= PROBLEM =
Restate each record below word for word, skipping images.

RECORDS FOR THIS EXERCISE Start Marker

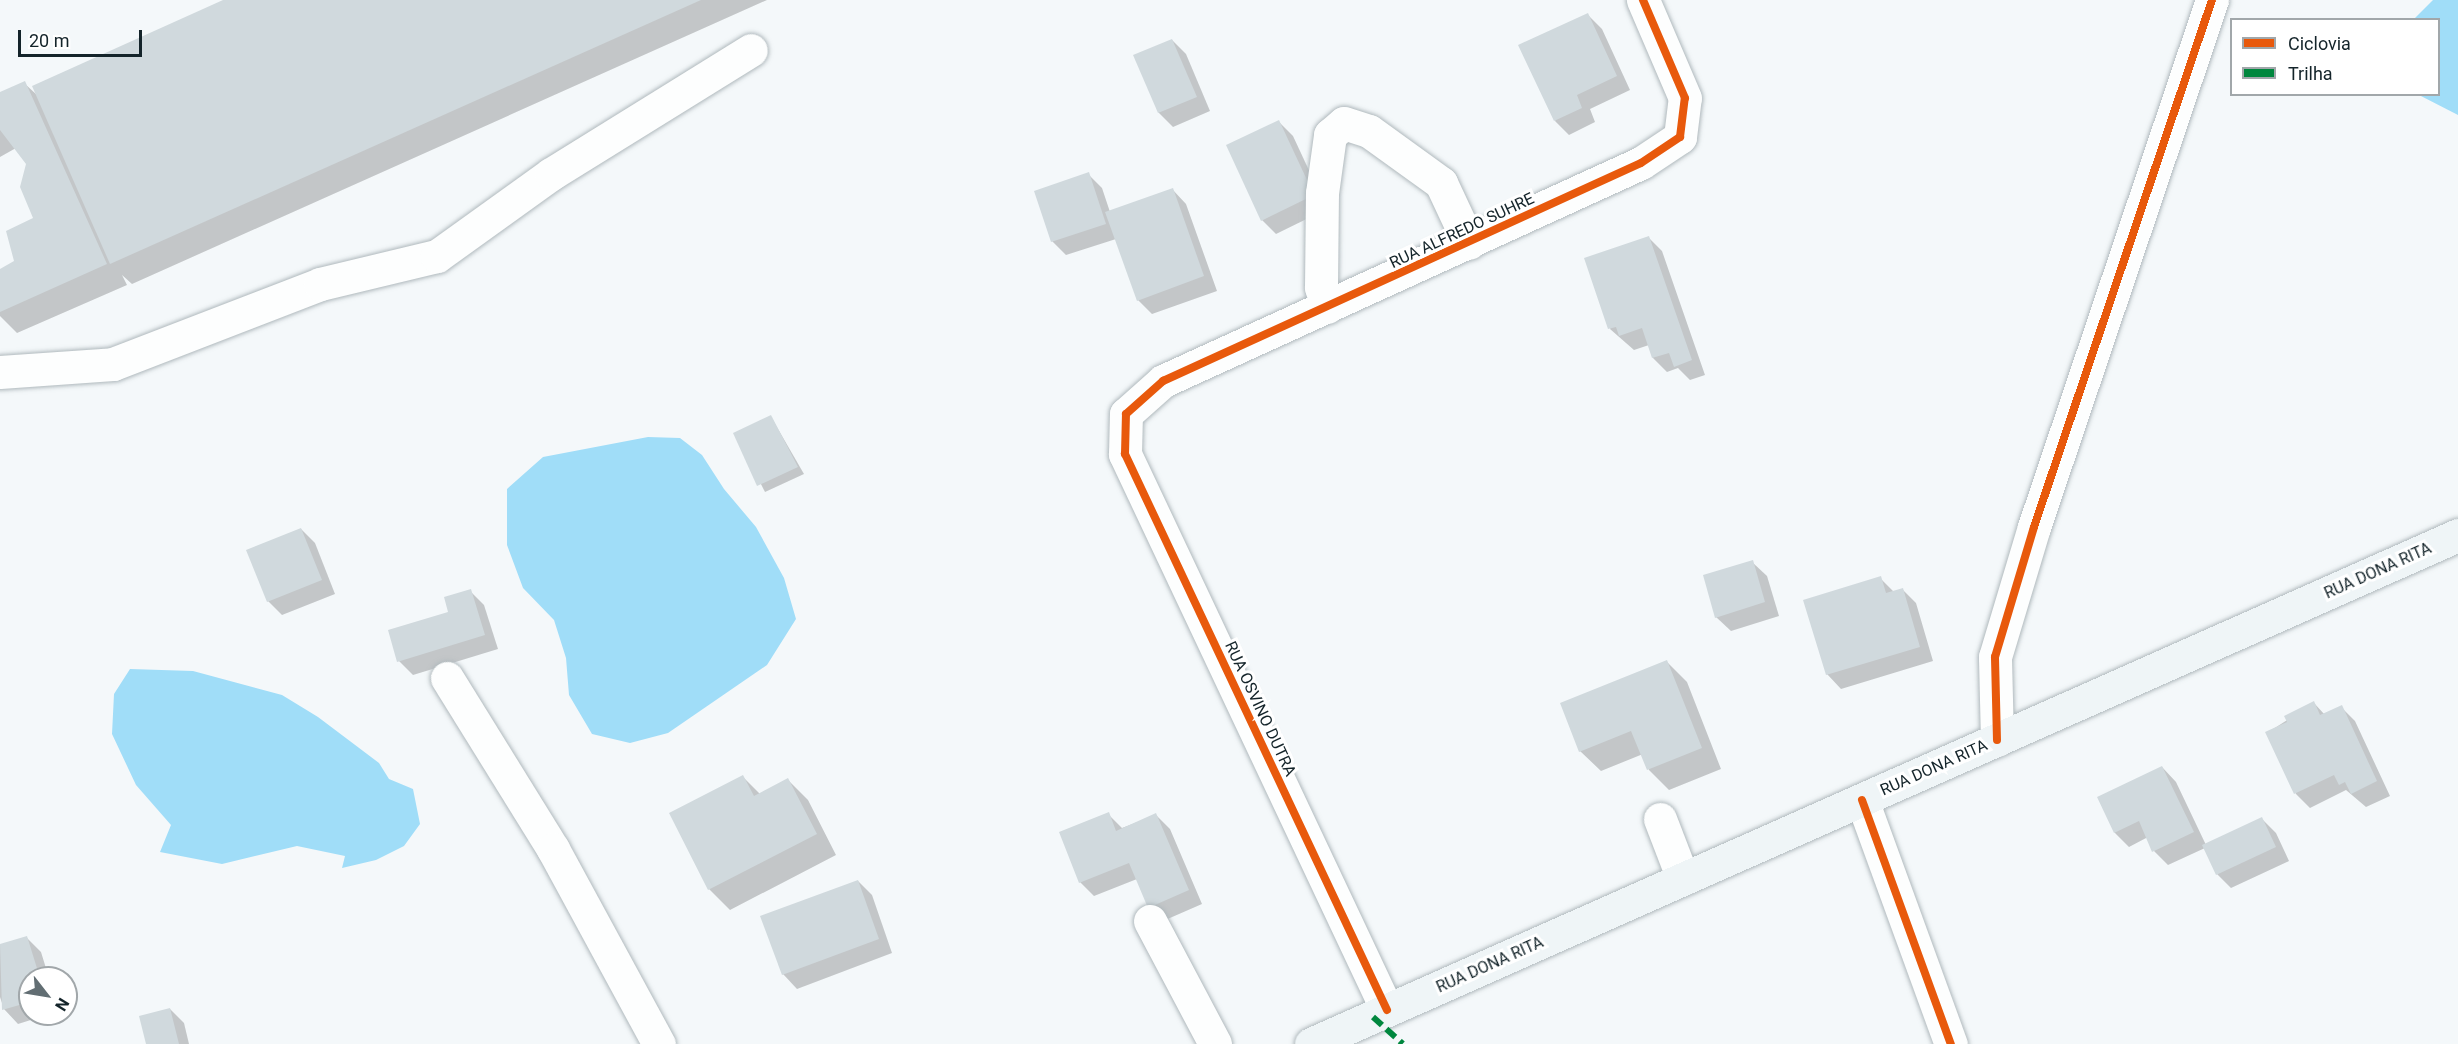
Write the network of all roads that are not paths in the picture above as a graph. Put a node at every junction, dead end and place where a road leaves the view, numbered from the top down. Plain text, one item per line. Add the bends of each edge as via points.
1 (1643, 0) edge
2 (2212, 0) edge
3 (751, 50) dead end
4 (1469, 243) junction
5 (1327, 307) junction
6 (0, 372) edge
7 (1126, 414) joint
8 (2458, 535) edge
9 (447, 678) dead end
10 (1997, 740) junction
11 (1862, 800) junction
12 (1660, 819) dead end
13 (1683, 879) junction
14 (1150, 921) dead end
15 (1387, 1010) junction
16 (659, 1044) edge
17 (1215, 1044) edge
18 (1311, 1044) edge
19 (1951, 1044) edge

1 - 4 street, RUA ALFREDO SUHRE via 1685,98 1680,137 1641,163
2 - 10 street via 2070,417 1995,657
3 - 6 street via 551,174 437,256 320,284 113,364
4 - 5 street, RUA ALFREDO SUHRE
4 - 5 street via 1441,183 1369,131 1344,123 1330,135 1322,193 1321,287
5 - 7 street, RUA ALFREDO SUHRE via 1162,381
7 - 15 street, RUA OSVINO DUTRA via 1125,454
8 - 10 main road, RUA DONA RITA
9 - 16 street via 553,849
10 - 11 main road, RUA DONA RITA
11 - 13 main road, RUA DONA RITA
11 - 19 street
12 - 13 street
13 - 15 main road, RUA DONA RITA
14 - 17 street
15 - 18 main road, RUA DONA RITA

RECORDS FOR THIS EXERCISE End Marker

= TASK SOLUTION =
Write the network of all roads that are not paths in the picture above as a graph. Put a node at every junction, dead end and place where a road leaves the view, numbered from the top down. Plain text, one item per line. Add the bends of each edge as via points.
1 (1643, 0) edge
2 (2212, 0) edge
3 (751, 50) dead end
4 (1469, 243) junction
5 (1327, 307) junction
6 (0, 372) edge
7 (1126, 414) joint
8 (2458, 535) edge
9 (447, 678) dead end
10 (1997, 740) junction
11 (1862, 800) junction
12 (1660, 819) dead end
13 (1683, 879) junction
14 (1150, 921) dead end
15 (1387, 1010) junction
16 (659, 1044) edge
17 (1215, 1044) edge
18 (1311, 1044) edge
19 (1951, 1044) edge

1 - 4 street, RUA ALFREDO SUHRE via 1685,98 1680,137 1641,163
2 - 10 street via 2070,417 1995,657
3 - 6 street via 551,174 437,256 320,284 113,364
4 - 5 street, RUA ALFREDO SUHRE
4 - 5 street via 1441,183 1369,131 1344,123 1330,135 1322,193 1321,287
5 - 7 street, RUA ALFREDO SUHRE via 1162,381
7 - 15 street, RUA OSVINO DUTRA via 1125,454
8 - 10 main road, RUA DONA RITA
9 - 16 street via 553,849
10 - 11 main road, RUA DONA RITA
11 - 13 main road, RUA DONA RITA
11 - 19 street
12 - 13 street
13 - 15 main road, RUA DONA RITA
14 - 17 street
15 - 18 main road, RUA DONA RITA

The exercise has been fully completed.